Aristote
Sur la nature
( Physique II )
Introduction, traduction et commentaire par L. Couloubaritisis. Vrin, « Bibliothèque des Textes Philosophiques – Poche », 1991. 160 p., 11 × 18 cm. ISBN : 978-2-7116-1086-0
C’est dans le livre II de la Physique que se détermine ce qu’est la « nature ». Aristote y articule cette notion à la fois dans son émergence et dans le sillage de ce qu’il a établi dans le livre I, c’est-à-dire dans l’éclairage de la thèse selon laquelle les principes du devenir sont, selon les cas, deux ou trois : la spécificité, la matière et la privation. Le rapport entre « devenir » et « nature » n’en demeure pas moins ambigu, même s’il est vrai que le devenir a plus d’extension. Cette ambiguïté est due au fait que le terme « nature » déborde le domaine des choses inanimées et concerne aussi ce qui est animé.

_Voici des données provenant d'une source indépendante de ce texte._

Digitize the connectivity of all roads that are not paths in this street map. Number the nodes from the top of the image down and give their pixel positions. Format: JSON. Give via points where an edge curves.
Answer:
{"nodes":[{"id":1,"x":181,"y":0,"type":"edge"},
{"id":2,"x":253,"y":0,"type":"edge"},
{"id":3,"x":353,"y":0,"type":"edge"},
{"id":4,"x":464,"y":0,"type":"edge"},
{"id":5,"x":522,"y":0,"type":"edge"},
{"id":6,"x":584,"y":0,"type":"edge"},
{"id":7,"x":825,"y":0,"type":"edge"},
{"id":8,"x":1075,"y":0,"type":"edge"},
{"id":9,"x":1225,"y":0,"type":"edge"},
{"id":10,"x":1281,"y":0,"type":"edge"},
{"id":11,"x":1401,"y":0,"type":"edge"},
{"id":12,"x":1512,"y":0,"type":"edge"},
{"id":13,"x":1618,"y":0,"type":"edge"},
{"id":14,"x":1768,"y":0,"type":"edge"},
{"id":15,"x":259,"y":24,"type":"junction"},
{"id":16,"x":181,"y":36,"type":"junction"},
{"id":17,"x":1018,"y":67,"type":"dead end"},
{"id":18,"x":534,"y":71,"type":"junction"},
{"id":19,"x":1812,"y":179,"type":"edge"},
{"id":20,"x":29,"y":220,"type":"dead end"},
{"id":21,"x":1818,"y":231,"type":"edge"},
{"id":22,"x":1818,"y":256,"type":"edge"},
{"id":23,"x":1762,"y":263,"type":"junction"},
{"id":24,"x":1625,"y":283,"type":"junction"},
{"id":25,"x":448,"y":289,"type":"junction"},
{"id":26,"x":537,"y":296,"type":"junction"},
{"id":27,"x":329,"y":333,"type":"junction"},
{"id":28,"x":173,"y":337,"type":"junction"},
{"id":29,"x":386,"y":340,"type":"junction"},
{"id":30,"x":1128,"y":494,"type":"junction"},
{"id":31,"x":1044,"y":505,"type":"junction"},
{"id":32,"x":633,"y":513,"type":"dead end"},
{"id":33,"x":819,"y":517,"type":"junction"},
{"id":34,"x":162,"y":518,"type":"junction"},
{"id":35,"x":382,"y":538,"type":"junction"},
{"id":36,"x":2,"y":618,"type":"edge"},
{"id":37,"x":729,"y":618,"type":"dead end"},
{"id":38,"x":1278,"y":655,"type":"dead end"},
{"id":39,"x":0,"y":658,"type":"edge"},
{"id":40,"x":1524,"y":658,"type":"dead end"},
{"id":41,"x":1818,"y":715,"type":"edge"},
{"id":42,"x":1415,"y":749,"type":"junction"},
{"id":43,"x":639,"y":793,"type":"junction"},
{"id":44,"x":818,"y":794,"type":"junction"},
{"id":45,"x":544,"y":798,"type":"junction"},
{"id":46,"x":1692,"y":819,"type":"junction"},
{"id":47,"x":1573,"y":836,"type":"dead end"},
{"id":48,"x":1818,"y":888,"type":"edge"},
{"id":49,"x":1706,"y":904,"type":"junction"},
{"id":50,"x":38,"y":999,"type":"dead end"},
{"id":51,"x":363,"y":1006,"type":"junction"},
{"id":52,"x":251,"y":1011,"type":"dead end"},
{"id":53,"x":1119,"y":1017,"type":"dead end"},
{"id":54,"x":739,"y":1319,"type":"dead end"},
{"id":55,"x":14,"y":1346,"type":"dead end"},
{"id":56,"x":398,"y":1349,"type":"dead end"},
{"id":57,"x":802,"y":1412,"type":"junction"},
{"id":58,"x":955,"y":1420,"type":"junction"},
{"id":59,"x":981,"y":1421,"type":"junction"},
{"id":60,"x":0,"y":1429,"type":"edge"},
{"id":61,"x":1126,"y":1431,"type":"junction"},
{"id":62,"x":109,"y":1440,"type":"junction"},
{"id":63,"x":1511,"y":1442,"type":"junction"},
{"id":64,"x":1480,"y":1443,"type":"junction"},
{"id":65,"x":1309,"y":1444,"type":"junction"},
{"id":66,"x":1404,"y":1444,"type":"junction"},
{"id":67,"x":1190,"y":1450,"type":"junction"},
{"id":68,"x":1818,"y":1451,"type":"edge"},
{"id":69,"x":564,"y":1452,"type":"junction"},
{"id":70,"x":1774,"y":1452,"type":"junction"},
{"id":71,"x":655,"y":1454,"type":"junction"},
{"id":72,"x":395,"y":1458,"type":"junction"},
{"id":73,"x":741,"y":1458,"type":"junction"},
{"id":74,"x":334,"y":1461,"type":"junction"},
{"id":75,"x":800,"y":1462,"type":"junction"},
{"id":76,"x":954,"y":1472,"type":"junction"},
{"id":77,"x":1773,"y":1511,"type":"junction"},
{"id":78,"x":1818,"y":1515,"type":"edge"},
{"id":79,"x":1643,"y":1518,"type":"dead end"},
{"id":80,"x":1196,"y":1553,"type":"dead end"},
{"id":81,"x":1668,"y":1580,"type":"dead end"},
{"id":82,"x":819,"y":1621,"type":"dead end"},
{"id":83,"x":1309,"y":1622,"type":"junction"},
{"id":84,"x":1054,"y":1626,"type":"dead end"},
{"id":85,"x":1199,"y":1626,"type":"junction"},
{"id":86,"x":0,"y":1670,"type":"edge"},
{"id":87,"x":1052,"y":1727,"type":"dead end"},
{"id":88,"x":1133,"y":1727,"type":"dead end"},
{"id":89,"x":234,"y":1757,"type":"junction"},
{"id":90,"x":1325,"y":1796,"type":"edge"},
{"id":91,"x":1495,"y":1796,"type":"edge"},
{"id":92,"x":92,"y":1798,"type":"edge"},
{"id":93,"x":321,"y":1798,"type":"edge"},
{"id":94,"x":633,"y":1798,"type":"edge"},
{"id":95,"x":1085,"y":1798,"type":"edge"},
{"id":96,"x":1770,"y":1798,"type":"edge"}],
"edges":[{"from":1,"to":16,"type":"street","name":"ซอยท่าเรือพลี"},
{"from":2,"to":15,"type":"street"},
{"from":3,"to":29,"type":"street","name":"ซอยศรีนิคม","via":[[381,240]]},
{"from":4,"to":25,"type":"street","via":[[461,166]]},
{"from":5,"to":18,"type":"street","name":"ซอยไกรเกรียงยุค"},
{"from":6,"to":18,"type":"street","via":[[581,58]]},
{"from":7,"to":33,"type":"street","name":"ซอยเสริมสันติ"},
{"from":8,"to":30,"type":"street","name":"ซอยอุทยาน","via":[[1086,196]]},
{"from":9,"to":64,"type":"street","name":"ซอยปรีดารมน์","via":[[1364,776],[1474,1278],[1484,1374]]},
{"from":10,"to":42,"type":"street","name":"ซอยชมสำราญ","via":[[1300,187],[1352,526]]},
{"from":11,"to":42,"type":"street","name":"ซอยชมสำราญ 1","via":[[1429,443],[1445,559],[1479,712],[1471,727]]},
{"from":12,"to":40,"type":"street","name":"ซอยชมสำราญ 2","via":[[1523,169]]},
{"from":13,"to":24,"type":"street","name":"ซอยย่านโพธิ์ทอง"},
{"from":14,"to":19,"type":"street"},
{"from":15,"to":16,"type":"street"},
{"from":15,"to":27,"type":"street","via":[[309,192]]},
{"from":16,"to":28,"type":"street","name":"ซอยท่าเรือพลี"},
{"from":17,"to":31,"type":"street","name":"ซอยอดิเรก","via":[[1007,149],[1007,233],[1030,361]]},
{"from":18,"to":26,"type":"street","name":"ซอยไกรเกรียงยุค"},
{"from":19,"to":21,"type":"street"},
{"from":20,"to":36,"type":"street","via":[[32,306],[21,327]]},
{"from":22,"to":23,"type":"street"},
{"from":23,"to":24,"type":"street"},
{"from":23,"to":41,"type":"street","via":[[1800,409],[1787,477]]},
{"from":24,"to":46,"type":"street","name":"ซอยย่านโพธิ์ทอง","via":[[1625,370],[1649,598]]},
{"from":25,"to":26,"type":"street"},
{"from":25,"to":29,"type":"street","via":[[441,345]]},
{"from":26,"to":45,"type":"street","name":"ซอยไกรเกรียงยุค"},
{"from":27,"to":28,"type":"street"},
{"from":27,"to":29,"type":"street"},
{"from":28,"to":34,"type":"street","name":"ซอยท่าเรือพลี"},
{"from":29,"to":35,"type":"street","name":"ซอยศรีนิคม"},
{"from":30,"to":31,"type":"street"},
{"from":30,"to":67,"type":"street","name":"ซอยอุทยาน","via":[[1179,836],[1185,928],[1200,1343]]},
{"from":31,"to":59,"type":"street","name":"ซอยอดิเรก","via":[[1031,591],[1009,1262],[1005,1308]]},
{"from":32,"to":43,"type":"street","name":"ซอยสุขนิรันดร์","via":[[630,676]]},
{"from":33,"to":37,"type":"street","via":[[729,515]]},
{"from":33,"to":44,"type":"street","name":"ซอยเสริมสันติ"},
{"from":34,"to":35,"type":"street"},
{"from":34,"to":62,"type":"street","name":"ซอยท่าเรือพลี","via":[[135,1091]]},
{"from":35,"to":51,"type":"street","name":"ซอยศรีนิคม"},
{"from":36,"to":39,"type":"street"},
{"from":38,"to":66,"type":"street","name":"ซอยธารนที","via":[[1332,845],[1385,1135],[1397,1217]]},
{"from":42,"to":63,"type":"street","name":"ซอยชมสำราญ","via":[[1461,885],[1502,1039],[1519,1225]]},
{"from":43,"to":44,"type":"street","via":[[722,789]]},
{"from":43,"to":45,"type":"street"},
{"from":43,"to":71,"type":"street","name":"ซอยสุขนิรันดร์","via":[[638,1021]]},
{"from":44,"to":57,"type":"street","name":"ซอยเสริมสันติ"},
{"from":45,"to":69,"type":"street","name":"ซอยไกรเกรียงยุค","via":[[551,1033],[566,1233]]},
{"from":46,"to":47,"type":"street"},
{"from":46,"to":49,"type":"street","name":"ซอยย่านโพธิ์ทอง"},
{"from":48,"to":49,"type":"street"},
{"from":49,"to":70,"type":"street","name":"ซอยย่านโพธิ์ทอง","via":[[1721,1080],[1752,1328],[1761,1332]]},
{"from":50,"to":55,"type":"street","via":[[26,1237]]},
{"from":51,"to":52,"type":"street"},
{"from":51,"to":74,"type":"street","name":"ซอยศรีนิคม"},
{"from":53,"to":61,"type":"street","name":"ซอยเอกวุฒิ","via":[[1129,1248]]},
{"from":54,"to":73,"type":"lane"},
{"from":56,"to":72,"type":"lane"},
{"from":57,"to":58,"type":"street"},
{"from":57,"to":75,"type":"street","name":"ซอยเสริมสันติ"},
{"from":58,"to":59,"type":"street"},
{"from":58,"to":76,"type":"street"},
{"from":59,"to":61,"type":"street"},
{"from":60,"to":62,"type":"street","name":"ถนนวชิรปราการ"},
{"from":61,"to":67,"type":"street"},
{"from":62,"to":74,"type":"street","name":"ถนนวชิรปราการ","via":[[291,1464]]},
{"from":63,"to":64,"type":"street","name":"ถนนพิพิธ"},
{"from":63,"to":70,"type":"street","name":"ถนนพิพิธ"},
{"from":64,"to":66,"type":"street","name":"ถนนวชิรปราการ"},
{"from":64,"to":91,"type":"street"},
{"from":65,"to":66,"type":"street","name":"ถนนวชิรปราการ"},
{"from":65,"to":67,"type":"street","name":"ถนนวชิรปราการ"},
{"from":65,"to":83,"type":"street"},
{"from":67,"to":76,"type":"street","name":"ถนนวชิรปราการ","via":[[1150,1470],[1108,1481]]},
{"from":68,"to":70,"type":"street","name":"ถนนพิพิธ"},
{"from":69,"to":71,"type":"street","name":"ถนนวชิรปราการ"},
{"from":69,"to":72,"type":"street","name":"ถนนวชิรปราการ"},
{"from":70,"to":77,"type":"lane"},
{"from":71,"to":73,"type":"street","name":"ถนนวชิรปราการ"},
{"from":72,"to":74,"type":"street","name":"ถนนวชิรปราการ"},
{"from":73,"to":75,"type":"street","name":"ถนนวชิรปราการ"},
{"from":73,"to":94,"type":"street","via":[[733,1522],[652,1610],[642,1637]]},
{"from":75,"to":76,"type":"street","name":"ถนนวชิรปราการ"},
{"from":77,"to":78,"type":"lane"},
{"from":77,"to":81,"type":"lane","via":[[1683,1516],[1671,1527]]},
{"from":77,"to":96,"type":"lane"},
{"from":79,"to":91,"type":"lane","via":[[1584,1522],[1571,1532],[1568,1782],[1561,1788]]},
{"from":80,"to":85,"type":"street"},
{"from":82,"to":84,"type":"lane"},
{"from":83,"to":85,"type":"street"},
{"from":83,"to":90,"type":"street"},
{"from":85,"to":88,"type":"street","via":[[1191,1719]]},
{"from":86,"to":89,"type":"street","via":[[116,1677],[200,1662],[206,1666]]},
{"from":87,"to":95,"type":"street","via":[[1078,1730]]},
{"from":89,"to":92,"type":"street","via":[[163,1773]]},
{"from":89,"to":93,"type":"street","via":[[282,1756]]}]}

C’est pourquoi, dans la « physique » aristotélicienne, on doit inclure l’étude du vivant (la biologie) et même l’âme (psychologie).
Originaire de Stagire, de 46 ans plus jeune que Platon, Aristote vint à Athènes à l’âge de 17 ans et séjourna vingt ans dans l’entourage de Platon, ayant ainsi l’occasion d’acquérir une grande connaissance de la philosophie du maître.